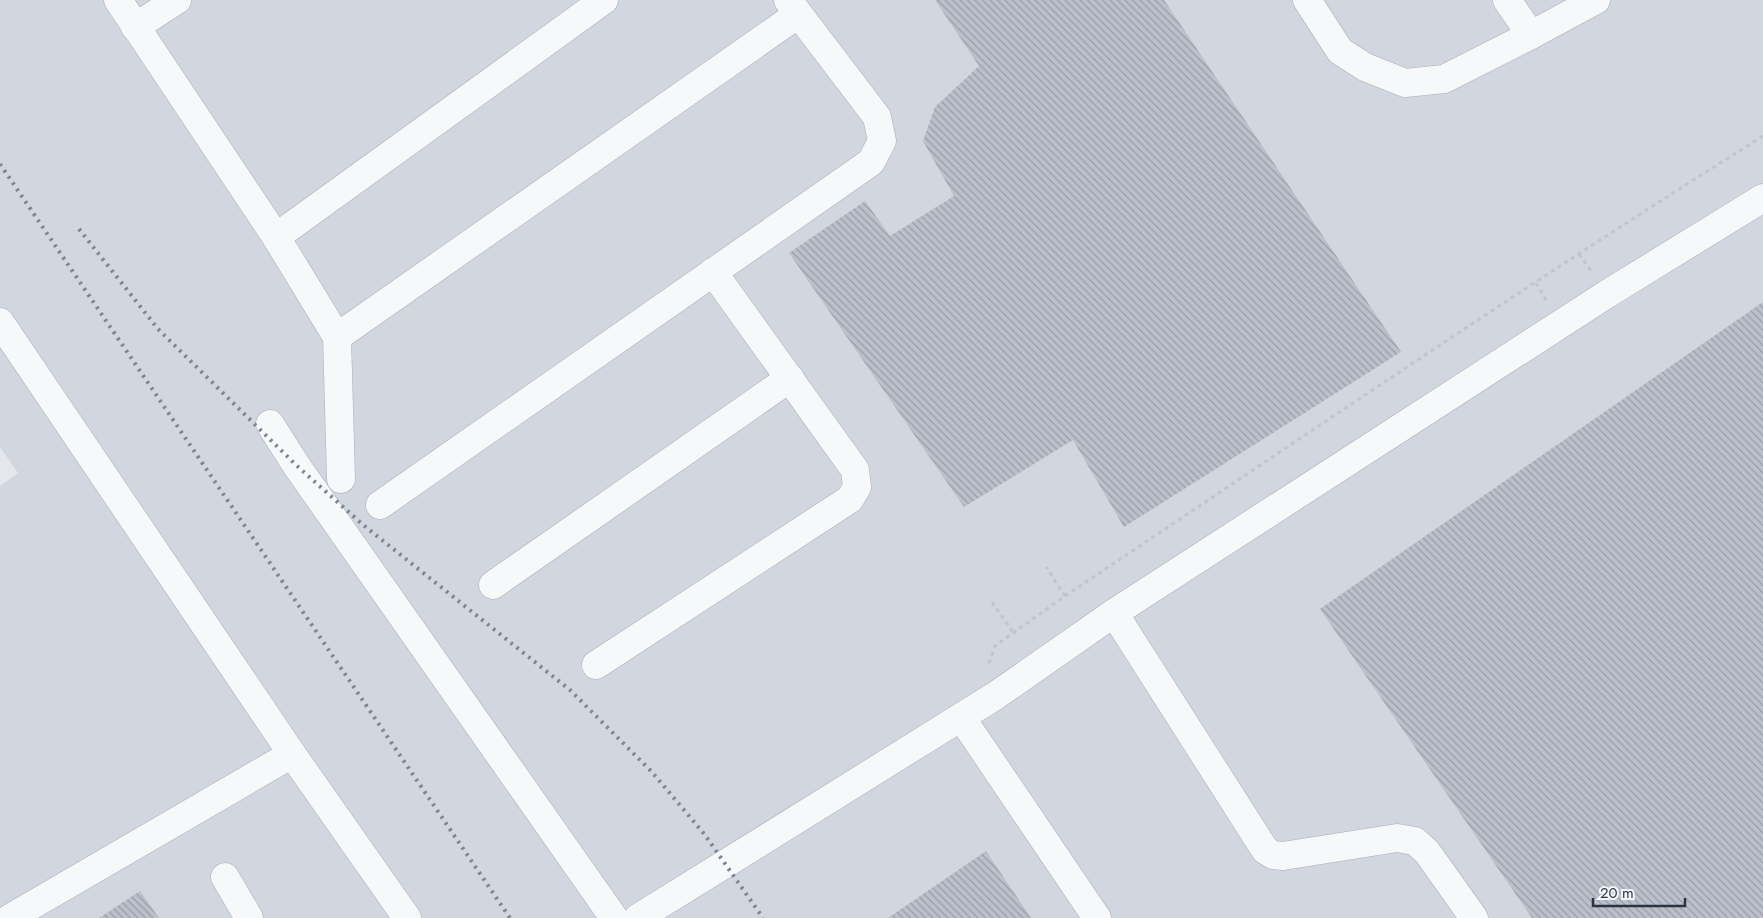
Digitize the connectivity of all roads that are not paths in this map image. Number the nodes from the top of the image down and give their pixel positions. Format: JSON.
{"nodes":[{"id":1,"x":118,"y":0,"type":"edge"},
{"id":2,"x":177,"y":0,"type":"edge"},
{"id":3,"x":604,"y":0,"type":"edge"},
{"id":4,"x":1307,"y":0,"type":"edge"},
{"id":5,"x":1507,"y":0,"type":"edge"},
{"id":6,"x":1596,"y":0,"type":"edge"},
{"id":7,"x":792,"y":7,"type":"edge"},
{"id":8,"x":135,"y":27,"type":"junction"},
{"id":9,"x":1531,"y":35,"type":"junction"},
{"id":10,"x":1763,"y":198,"type":"edge"},
{"id":11,"x":276,"y":237,"type":"junction"},
{"id":12,"x":713,"y":272,"type":"junction"},
{"id":13,"x":0,"y":322,"type":"edge"},
{"id":14,"x":337,"y":337,"type":"junction"},
{"id":15,"x":790,"y":378,"type":"junction"},
{"id":16,"x":270,"y":424,"type":"dead end"},
{"id":17,"x":341,"y":478,"type":"dead end"},
{"id":18,"x":380,"y":505,"type":"dead end"},
{"id":19,"x":493,"y":585,"type":"dead end"},
{"id":20,"x":1114,"y":613,"type":"junction"},
{"id":21,"x":596,"y":666,"type":"dead end"},
{"id":22,"x":961,"y":717,"type":"junction"},
{"id":23,"x":292,"y":754,"type":"junction"},
{"id":24,"x":225,"y":877,"type":"dead end"},
{"id":25,"x":10,"y":918,"type":"edge"},
{"id":26,"x":248,"y":918,"type":"edge"},
{"id":27,"x":407,"y":918,"type":"edge"},
{"id":28,"x":614,"y":918,"type":"edge"},
{"id":29,"x":638,"y":918,"type":"edge"},
{"id":30,"x":1097,"y":918,"type":"edge"},
{"id":31,"x":1474,"y":918,"type":"edge"}],
"edges":[{"from":1,"to":8,"type":"lane"},
{"from":2,"to":8,"type":"lane"},
{"from":3,"to":11,"type":"lane"},
{"from":4,"to":9,"type":"lane"},
{"from":5,"to":9,"type":"lane"},
{"from":6,"to":9,"type":"lane"},
{"from":7,"to":12,"type":"lane"},
{"from":7,"to":14,"type":"lane"},
{"from":8,"to":11,"type":"lane"},
{"from":10,"to":20,"type":"lane"},
{"from":11,"to":14,"type":"lane"},
{"from":12,"to":15,"type":"lane"},
{"from":12,"to":18,"type":"lane"},
{"from":13,"to":23,"type":"lane"},
{"from":14,"to":17,"type":"lane"},
{"from":15,"to":19,"type":"lane"},
{"from":15,"to":21,"type":"lane"},
{"from":16,"to":28,"type":"lane"},
{"from":20,"to":22,"type":"lane"},
{"from":20,"to":31,"type":"lane"},
{"from":22,"to":29,"type":"lane"},
{"from":22,"to":30,"type":"lane"},
{"from":23,"to":25,"type":"lane"},
{"from":23,"to":27,"type":"lane"},
{"from":24,"to":26,"type":"lane"}]}
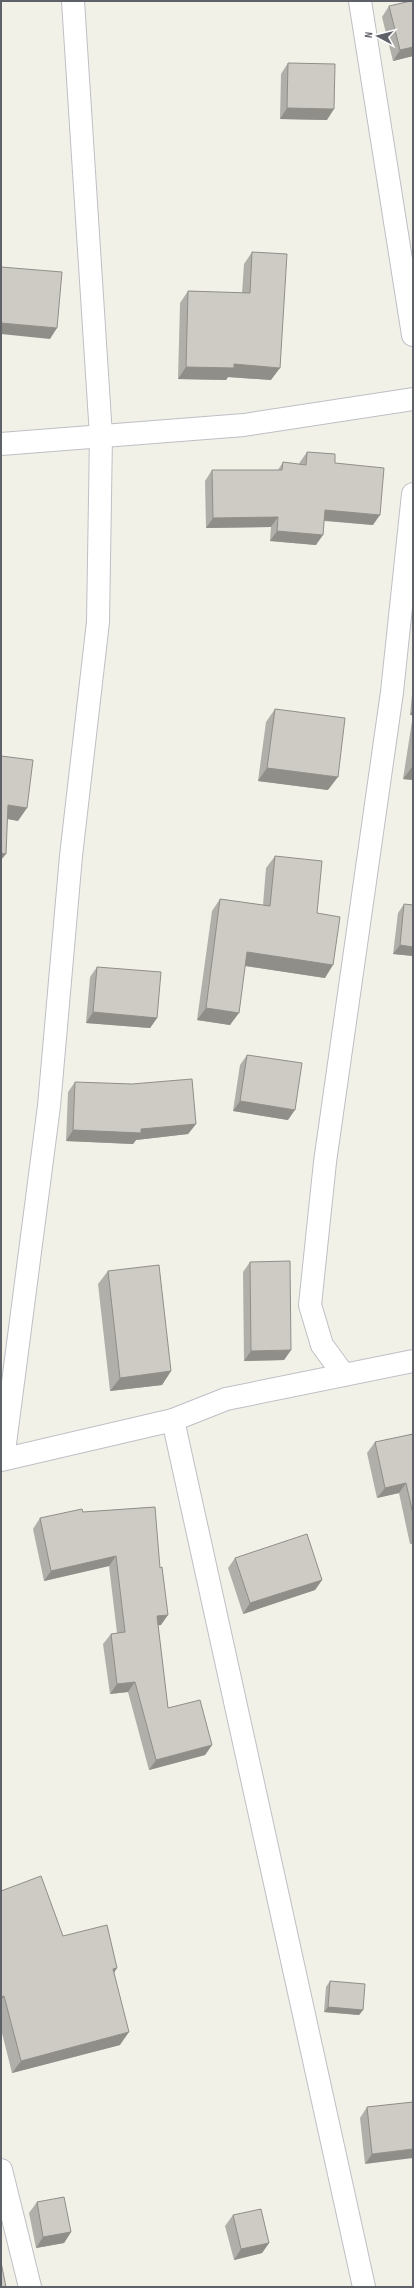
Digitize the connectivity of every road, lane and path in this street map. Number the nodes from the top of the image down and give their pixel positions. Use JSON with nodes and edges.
{"nodes":[{"id":1,"x":73,"y":1,"type":"edge"},
{"id":2,"x":360,"y":1,"type":"edge"},
{"id":3,"x":413,"y":335,"type":"edge"},
{"id":4,"x":413,"y":399,"type":"edge"},
{"id":5,"x":101,"y":436,"type":"junction"},
{"id":6,"x":1,"y":444,"type":"edge"},
{"id":7,"x":413,"y":494,"type":"edge"},
{"id":8,"x":413,"y":1361,"type":"edge"},
{"id":9,"x":344,"y":1375,"type":"junction"},
{"id":10,"x":173,"y":1420,"type":"junction"},
{"id":11,"x":2,"y":1459,"type":"edge"},
{"id":12,"x":1,"y":2170,"type":"edge"},
{"id":13,"x":30,"y":2287,"type":"edge"},
{"id":14,"x":364,"y":2287,"type":"edge"}],
"edges":[{"from":1,"to":5,"type":"street"},
{"from":2,"to":3,"type":"street"},
{"from":4,"to":5,"type":"street"},
{"from":5,"to":6,"type":"street"},
{"from":5,"to":11,"type":"street"},
{"from":7,"to":9,"type":"street"},
{"from":8,"to":9,"type":"street"},
{"from":9,"to":10,"type":"street"},
{"from":10,"to":11,"type":"street"},
{"from":10,"to":14,"type":"street"},
{"from":12,"to":13,"type":"street"}]}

★ ★ ★ ★ ★ ★ ★

WHAT NEEDS TO BE DONE: Please write the data out again exactly, but do not carry over the pictures.

WRITTEN SOLUTION:
Digitize the connectivity of all roads that are not paths in this map image. Number the nodes from the top of the image down and give their pixel positions. Format: JSON.
{"nodes":[{"id":1,"x":118,"y":0,"type":"edge"},
{"id":2,"x":177,"y":0,"type":"edge"},
{"id":3,"x":604,"y":0,"type":"edge"},
{"id":4,"x":1307,"y":0,"type":"edge"},
{"id":5,"x":1507,"y":0,"type":"edge"},
{"id":6,"x":1596,"y":0,"type":"edge"},
{"id":7,"x":792,"y":7,"type":"edge"},
{"id":8,"x":135,"y":27,"type":"junction"},
{"id":9,"x":1531,"y":35,"type":"junction"},
{"id":10,"x":1763,"y":198,"type":"edge"},
{"id":11,"x":276,"y":237,"type":"junction"},
{"id":12,"x":713,"y":272,"type":"junction"},
{"id":13,"x":0,"y":322,"type":"edge"},
{"id":14,"x":337,"y":337,"type":"junction"},
{"id":15,"x":790,"y":378,"type":"junction"},
{"id":16,"x":270,"y":424,"type":"dead end"},
{"id":17,"x":341,"y":478,"type":"dead end"},
{"id":18,"x":380,"y":505,"type":"dead end"},
{"id":19,"x":493,"y":585,"type":"dead end"},
{"id":20,"x":1114,"y":613,"type":"junction"},
{"id":21,"x":596,"y":666,"type":"dead end"},
{"id":22,"x":961,"y":717,"type":"junction"},
{"id":23,"x":292,"y":754,"type":"junction"},
{"id":24,"x":225,"y":877,"type":"dead end"},
{"id":25,"x":10,"y":918,"type":"edge"},
{"id":26,"x":248,"y":918,"type":"edge"},
{"id":27,"x":407,"y":918,"type":"edge"},
{"id":28,"x":614,"y":918,"type":"edge"},
{"id":29,"x":638,"y":918,"type":"edge"},
{"id":30,"x":1097,"y":918,"type":"edge"},
{"id":31,"x":1474,"y":918,"type":"edge"}],
"edges":[{"from":1,"to":8,"type":"lane"},
{"from":2,"to":8,"type":"lane"},
{"from":3,"to":11,"type":"lane"},
{"from":4,"to":9,"type":"lane"},
{"from":5,"to":9,"type":"lane"},
{"from":6,"to":9,"type":"lane"},
{"from":7,"to":12,"type":"lane"},
{"from":7,"to":14,"type":"lane"},
{"from":8,"to":11,"type":"lane"},
{"from":10,"to":20,"type":"lane"},
{"from":11,"to":14,"type":"lane"},
{"from":12,"to":15,"type":"lane"},
{"from":12,"to":18,"type":"lane"},
{"from":13,"to":23,"type":"lane"},
{"from":14,"to":17,"type":"lane"},
{"from":15,"to":19,"type":"lane"},
{"from":15,"to":21,"type":"lane"},
{"from":16,"to":28,"type":"lane"},
{"from":20,"to":22,"type":"lane"},
{"from":20,"to":31,"type":"lane"},
{"from":22,"to":29,"type":"lane"},
{"from":22,"to":30,"type":"lane"},
{"from":23,"to":25,"type":"lane"},
{"from":23,"to":27,"type":"lane"},
{"from":24,"to":26,"type":"lane"}]}
Digitize the connectivity of every road, lane and path in this street map. Number the nodes from the top of the image down and give their pixel positions. Use JSON with nodes and edges.
{"nodes":[{"id":1,"x":73,"y":1,"type":"edge"},
{"id":2,"x":360,"y":1,"type":"edge"},
{"id":3,"x":413,"y":335,"type":"edge"},
{"id":4,"x":413,"y":399,"type":"edge"},
{"id":5,"x":101,"y":436,"type":"junction"},
{"id":6,"x":1,"y":444,"type":"edge"},
{"id":7,"x":413,"y":494,"type":"edge"},
{"id":8,"x":413,"y":1361,"type":"edge"},
{"id":9,"x":344,"y":1375,"type":"junction"},
{"id":10,"x":173,"y":1420,"type":"junction"},
{"id":11,"x":2,"y":1459,"type":"edge"},
{"id":12,"x":1,"y":2170,"type":"edge"},
{"id":13,"x":30,"y":2287,"type":"edge"},
{"id":14,"x":364,"y":2287,"type":"edge"}],
"edges":[{"from":1,"to":5,"type":"street"},
{"from":2,"to":3,"type":"street"},
{"from":4,"to":5,"type":"street"},
{"from":5,"to":6,"type":"street"},
{"from":5,"to":11,"type":"street"},
{"from":7,"to":9,"type":"street"},
{"from":8,"to":9,"type":"street"},
{"from":9,"to":10,"type":"street"},
{"from":10,"to":11,"type":"street"},
{"from":10,"to":14,"type":"street"},
{"from":12,"to":13,"type":"street"}]}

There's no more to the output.